In the clinic, numeration of circulating tumor cells (CTCs) plays a critical role in cancer diagnosis and treatment, but conventional CTC identification and counting that rely on specific antibodies to characterize a cell's surface antigens are costive and with limitations. Importantly, false positive or negative results may occur due to the high heterogeneity and epithelial-mesenchymal transition (EMT) of CTCs. Herein we demonstrate a novel and effective CTC detecting nanoprobe that could rapidly respond to the high level of endogenous H2O2 of CTCs and report the signal through fluorescence emission. Briefly, a hydrophobic coumarin-benzene boronic acid pinacol ester (Cou-Bpin) was grafted onto hydrophilic glycol chitosan (GC) to form an amphiphilic molecule, which further assembled into micellar nanoparticles in aqueous solution. This new nanoprobe was highly sensitive to H2O2 with a detection limit of 0.1 μM and could rapidly enter the cells within 30 min.
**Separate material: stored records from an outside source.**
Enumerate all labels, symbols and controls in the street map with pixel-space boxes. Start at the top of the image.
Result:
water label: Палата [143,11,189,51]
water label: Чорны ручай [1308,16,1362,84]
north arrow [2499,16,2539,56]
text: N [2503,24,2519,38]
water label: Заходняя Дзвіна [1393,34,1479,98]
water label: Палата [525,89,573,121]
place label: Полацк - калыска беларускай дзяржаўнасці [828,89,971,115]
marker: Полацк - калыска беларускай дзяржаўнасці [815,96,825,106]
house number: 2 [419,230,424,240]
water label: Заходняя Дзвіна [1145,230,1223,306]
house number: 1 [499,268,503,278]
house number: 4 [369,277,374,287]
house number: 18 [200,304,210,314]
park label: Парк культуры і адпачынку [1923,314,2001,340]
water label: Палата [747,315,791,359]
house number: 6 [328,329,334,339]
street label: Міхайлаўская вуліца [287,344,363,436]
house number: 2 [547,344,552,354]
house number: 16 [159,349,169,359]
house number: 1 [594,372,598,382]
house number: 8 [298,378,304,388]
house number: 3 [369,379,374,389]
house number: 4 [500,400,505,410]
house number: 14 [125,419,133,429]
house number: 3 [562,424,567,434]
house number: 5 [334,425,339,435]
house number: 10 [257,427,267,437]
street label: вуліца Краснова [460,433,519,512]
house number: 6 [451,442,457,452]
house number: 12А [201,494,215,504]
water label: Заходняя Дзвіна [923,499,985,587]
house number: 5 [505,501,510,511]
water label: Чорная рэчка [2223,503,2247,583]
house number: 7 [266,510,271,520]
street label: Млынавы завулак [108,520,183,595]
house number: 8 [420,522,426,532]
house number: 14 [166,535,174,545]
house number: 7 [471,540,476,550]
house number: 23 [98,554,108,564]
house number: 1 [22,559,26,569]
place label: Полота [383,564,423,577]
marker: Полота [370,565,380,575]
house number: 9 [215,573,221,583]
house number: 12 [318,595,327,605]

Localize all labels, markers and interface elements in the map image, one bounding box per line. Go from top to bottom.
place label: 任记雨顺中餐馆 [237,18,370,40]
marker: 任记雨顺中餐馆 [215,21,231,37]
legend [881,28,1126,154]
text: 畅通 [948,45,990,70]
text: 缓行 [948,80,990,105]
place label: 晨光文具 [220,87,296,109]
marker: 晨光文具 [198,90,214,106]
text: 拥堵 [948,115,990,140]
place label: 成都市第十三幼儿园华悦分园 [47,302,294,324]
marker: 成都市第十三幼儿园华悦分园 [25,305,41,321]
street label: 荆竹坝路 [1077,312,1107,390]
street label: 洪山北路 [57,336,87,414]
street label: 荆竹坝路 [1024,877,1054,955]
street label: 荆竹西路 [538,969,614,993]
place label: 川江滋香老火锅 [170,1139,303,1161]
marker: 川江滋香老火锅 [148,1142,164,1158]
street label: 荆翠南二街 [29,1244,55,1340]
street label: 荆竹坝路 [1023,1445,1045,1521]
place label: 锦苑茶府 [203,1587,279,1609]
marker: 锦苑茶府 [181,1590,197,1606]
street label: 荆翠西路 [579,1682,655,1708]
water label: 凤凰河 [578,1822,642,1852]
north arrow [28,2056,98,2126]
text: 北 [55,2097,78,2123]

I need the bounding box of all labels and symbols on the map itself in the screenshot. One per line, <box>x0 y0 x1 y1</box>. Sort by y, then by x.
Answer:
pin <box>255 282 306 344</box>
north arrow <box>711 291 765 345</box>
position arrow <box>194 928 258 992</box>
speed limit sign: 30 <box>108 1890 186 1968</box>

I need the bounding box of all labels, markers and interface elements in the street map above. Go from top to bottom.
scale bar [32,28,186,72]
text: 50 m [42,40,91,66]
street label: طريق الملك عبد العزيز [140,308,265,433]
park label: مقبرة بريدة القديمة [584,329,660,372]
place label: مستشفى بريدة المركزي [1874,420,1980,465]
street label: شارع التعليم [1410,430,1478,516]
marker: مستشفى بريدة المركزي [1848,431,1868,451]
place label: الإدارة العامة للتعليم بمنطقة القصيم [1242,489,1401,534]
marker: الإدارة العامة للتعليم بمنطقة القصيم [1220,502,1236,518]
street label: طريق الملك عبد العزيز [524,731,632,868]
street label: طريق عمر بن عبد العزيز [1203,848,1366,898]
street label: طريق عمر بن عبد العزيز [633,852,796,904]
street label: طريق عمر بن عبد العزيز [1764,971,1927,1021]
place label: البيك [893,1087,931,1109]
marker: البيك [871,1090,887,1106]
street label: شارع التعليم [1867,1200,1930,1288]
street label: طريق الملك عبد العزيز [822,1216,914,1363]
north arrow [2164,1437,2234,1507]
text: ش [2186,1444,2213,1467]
Upon exposure to intracellular H2O2, the nanoprobe exhibited remarkable one-photon and two-photon luminescent characteristics, which were suitable for imaging of endogenous H2O2 of various human colorectal cancer cells and assist the identification of CTCs. Compared to a conventional CTC counting assay, the nanoprobe-based CTC numeration could overcome the false-negative findings due to the low expression of cytokeratin 19 (CK19). In a clinic test, CTC counting results based on the new nanoprobe match better to the postoperative pathological results of four clinic patients who had colorectal cancer at different stages.